- _PROBLEM REQUIREMENTS_: Transcribe exactly, and only, the lines that fall between the line containing "Give bounding boxes" and the last line of the material, both ends included, omitting any pictures.

- _DATA EXTRACTS_:
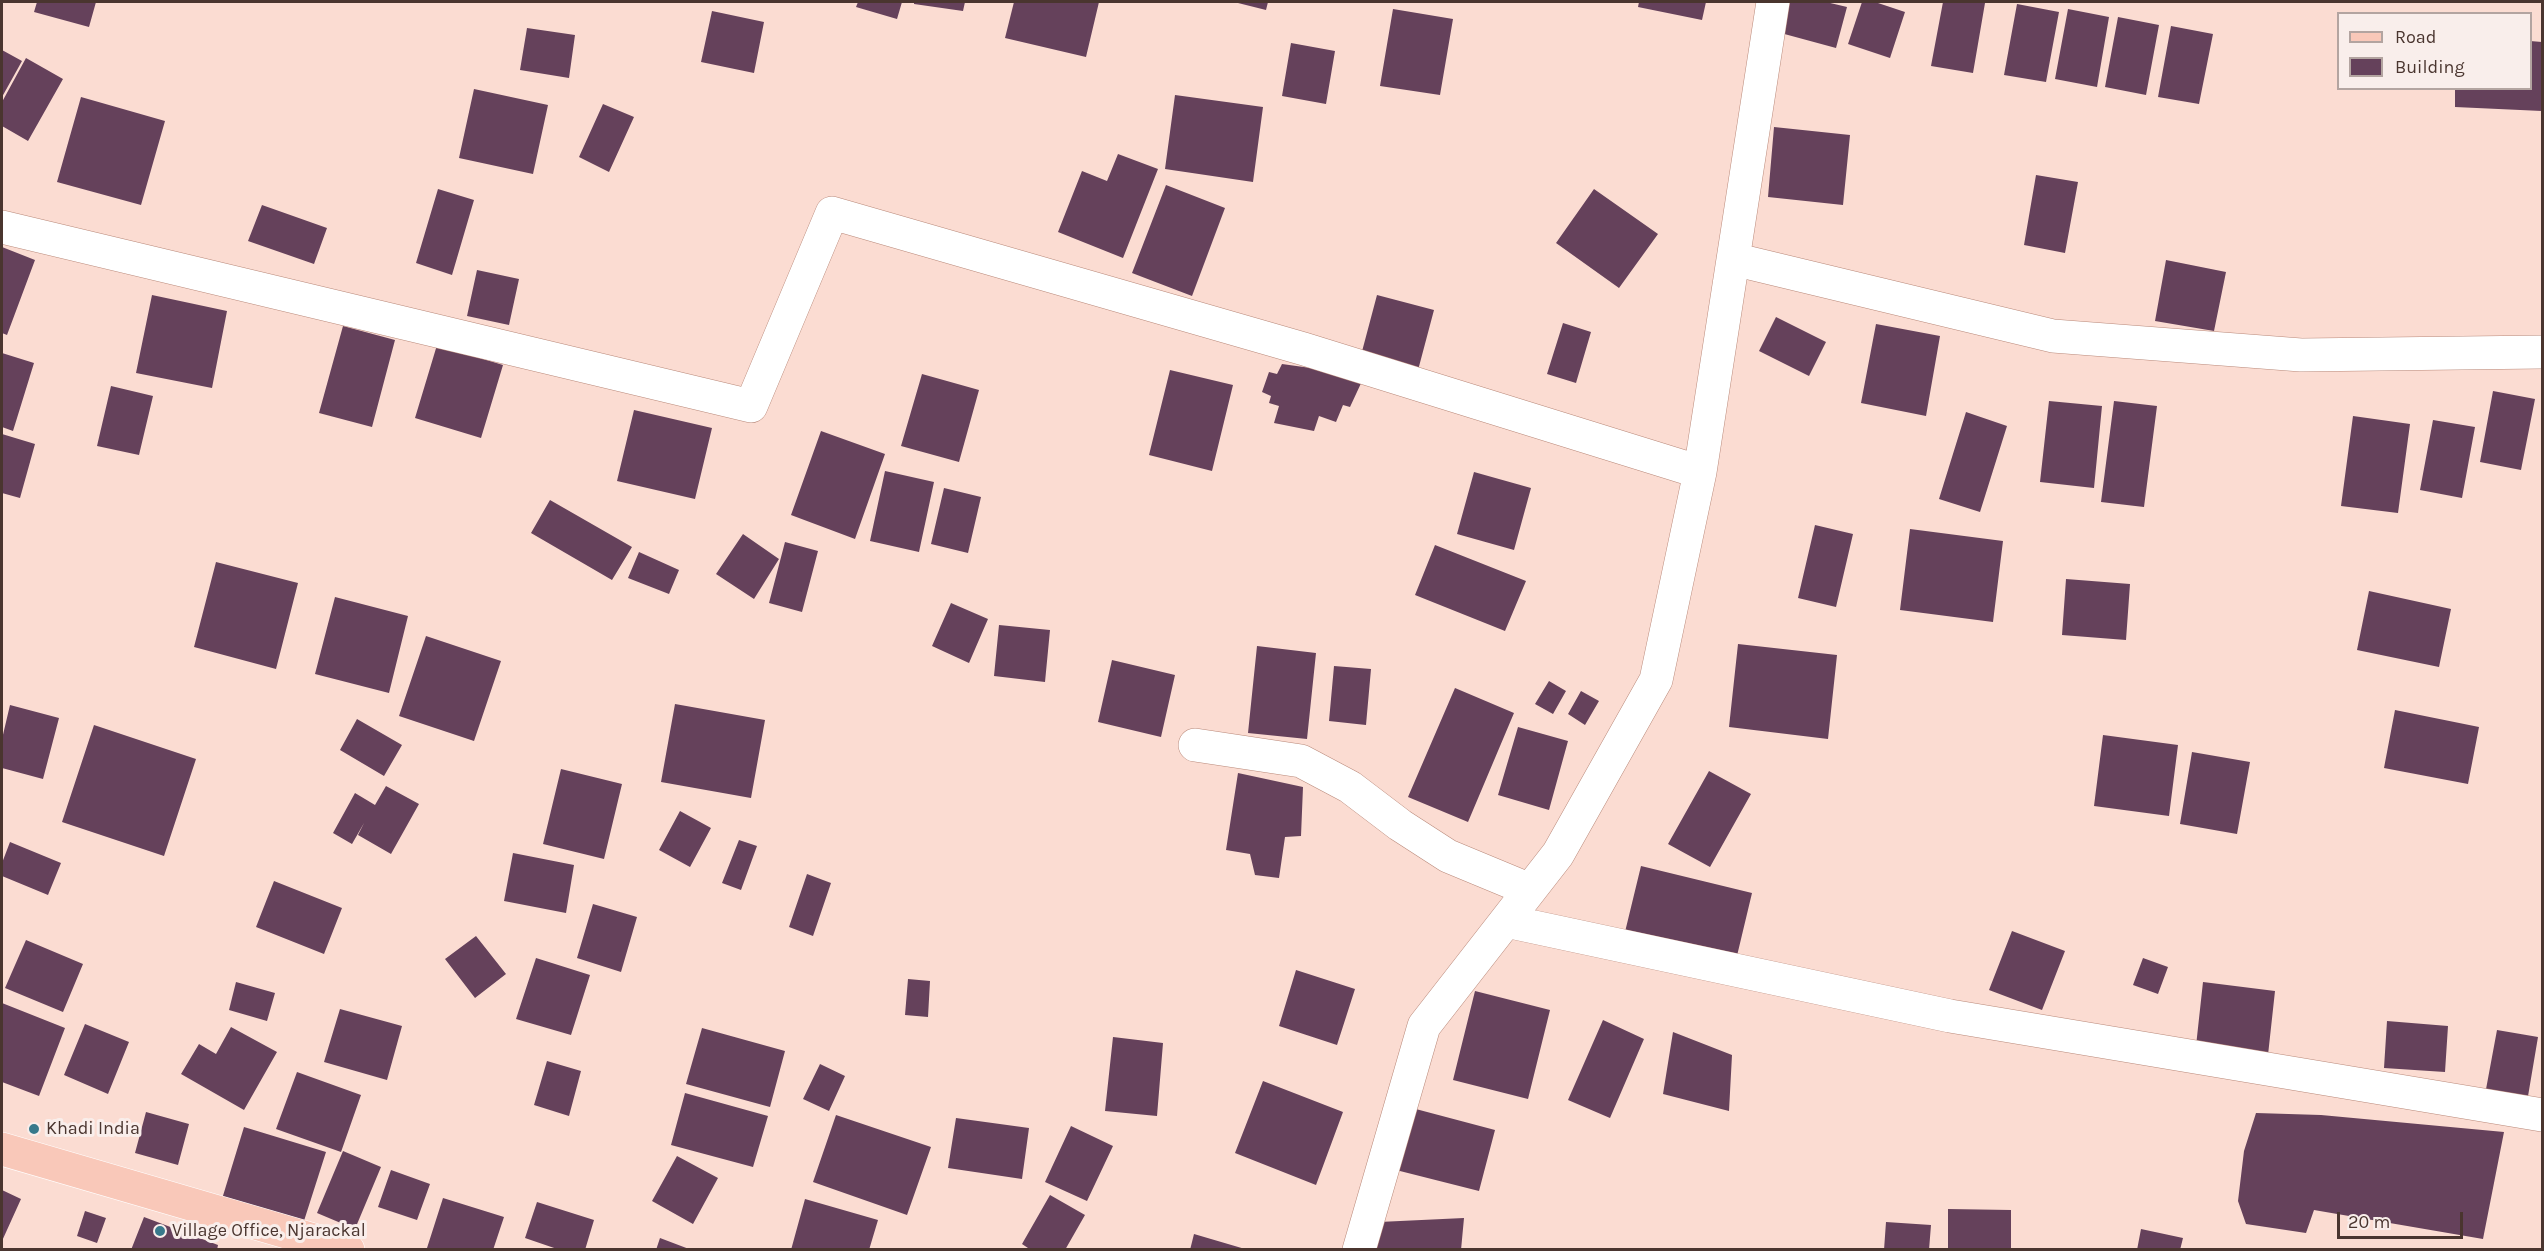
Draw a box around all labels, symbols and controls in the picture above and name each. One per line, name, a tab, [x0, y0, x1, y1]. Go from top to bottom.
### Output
legend	[2337, 12, 2532, 90]
text: Road	[2395, 26, 2436, 48]
text: Building	[2395, 56, 2465, 78]
place label: Khadi India	[46, 1118, 140, 1140]
marker: Khadi India	[27, 1122, 41, 1136]
scale bar	[2340, 1200, 2466, 1238]
text: 20 m	[2348, 1211, 2390, 1233]
place label: Village Office, Njarackal	[172, 1220, 366, 1242]
marker: Village Office, Njarackal	[153, 1224, 167, 1238]

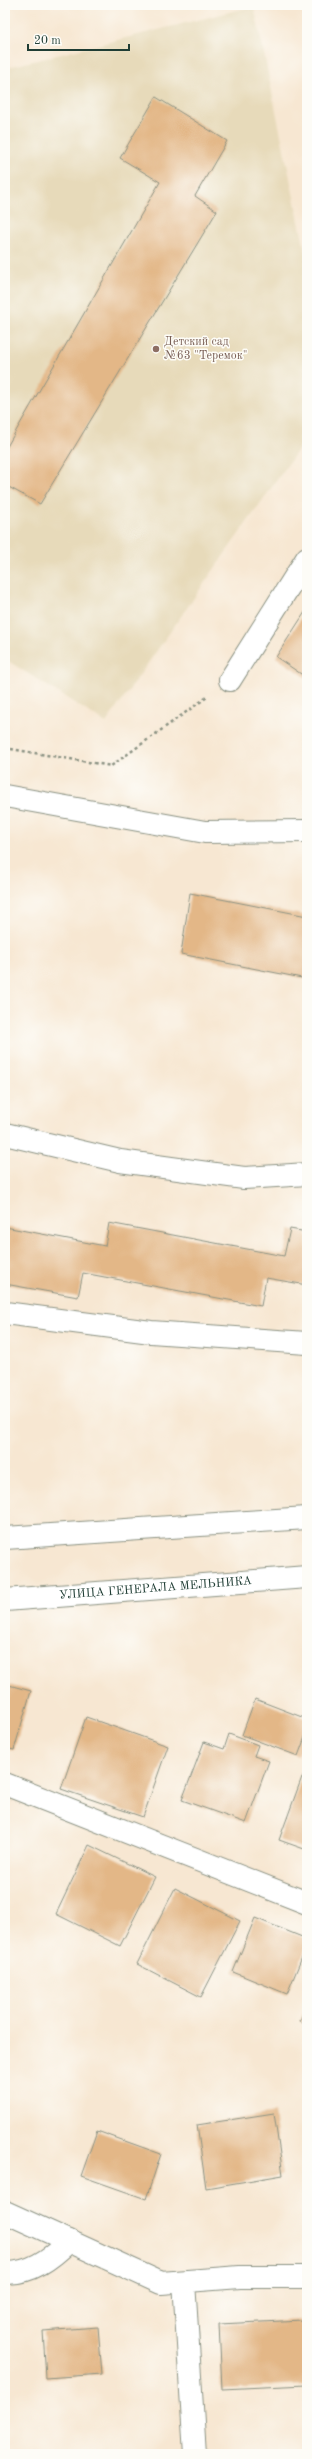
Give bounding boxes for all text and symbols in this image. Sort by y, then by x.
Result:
scale bar [28,26,129,52]
text: 20 m [34,35,61,47]
place label: Детский сад №63 "Теремок" [164,336,247,362]
marker: Детский сад №63 "Теремок" [151,344,161,354]
street label: УЛИЦА ГЕНЕРАЛА МЕЛЬНИКА [59,1575,252,1602]

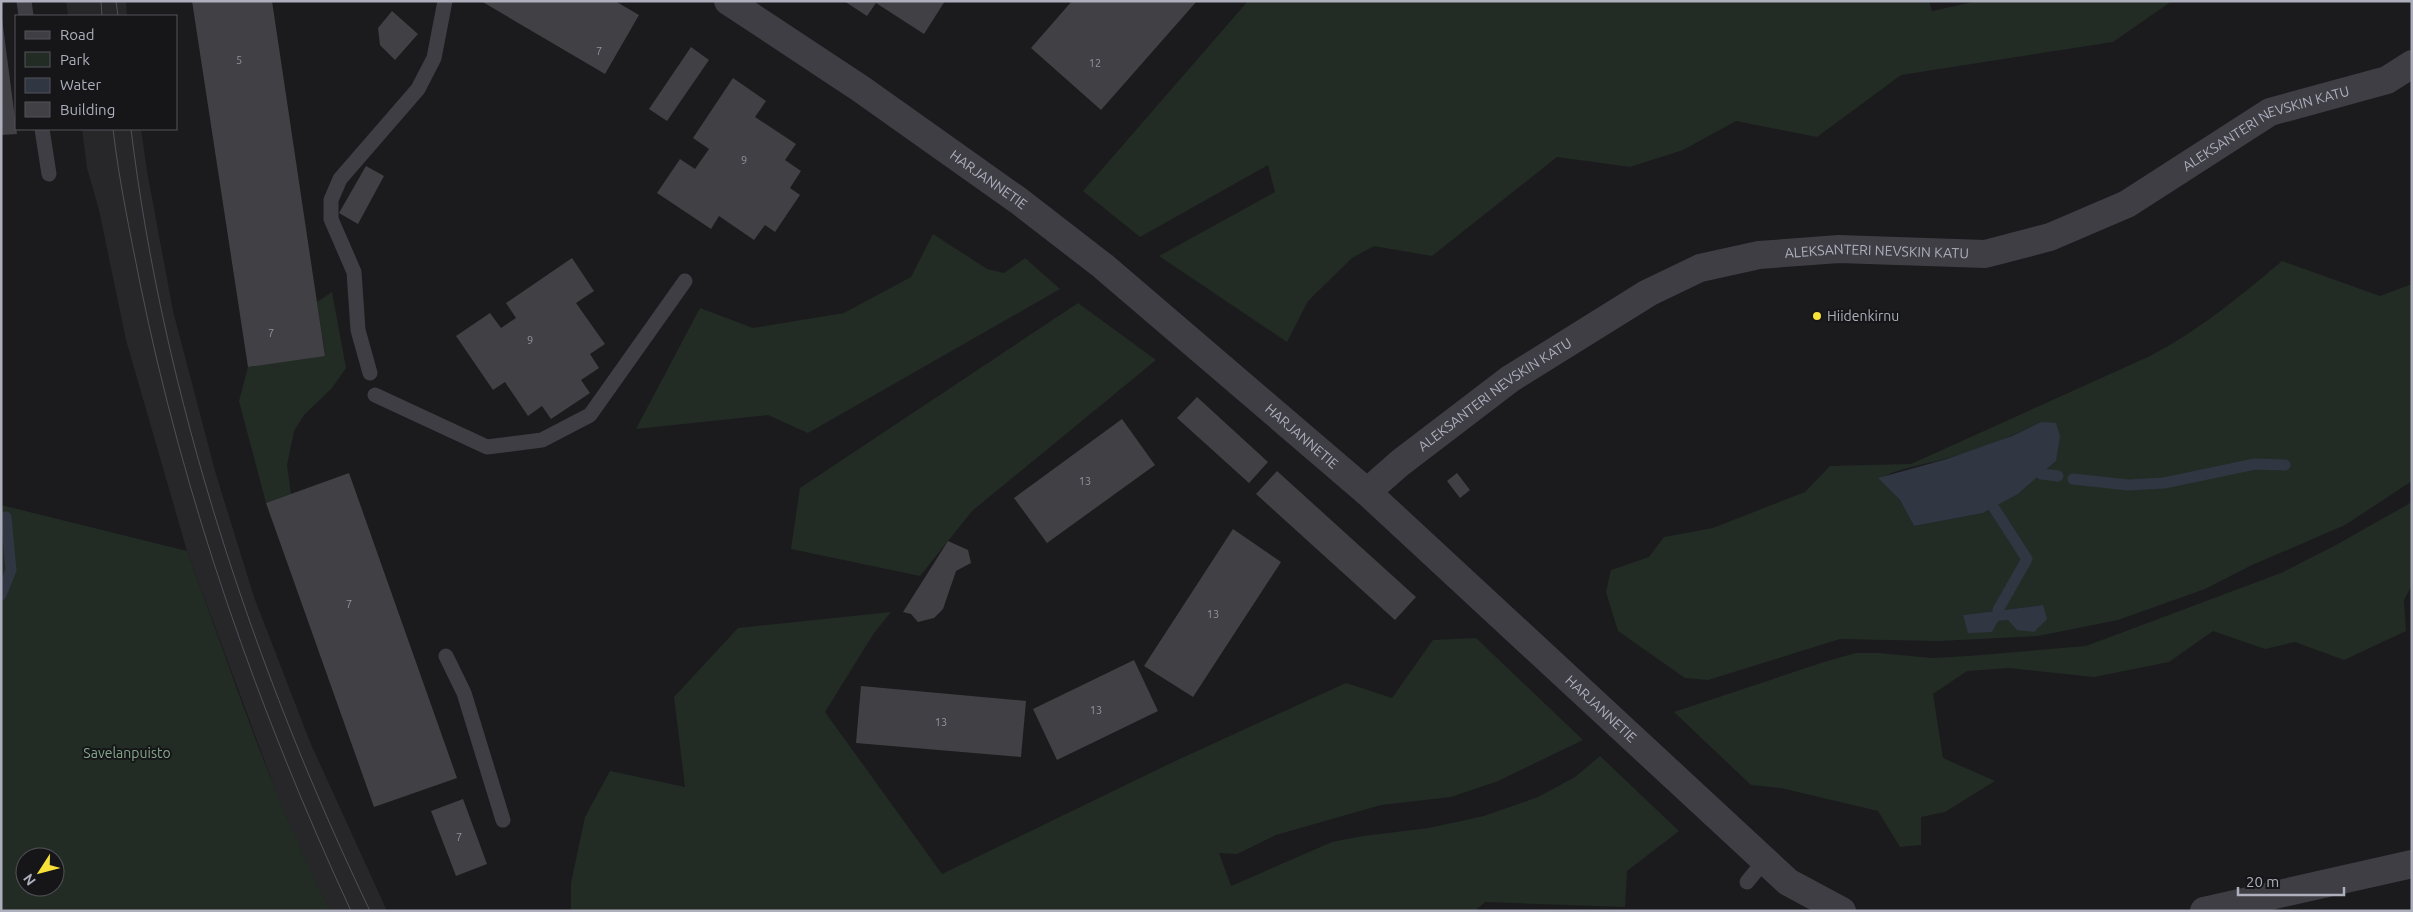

- _SOLUTION TO THIS TASK_:
Give bounding boxes for all text and symbols in this image. Sort by y, then by x.
Result:
scale bar [28,26,129,52]
text: 20 m [34,35,61,47]
place label: Детский сад №63 "Теремок" [164,336,247,362]
marker: Детский сад №63 "Теремок" [151,344,161,354]
street label: УЛИЦА ГЕНЕРАЛА МЕЛЬНИКА [59,1575,252,1602]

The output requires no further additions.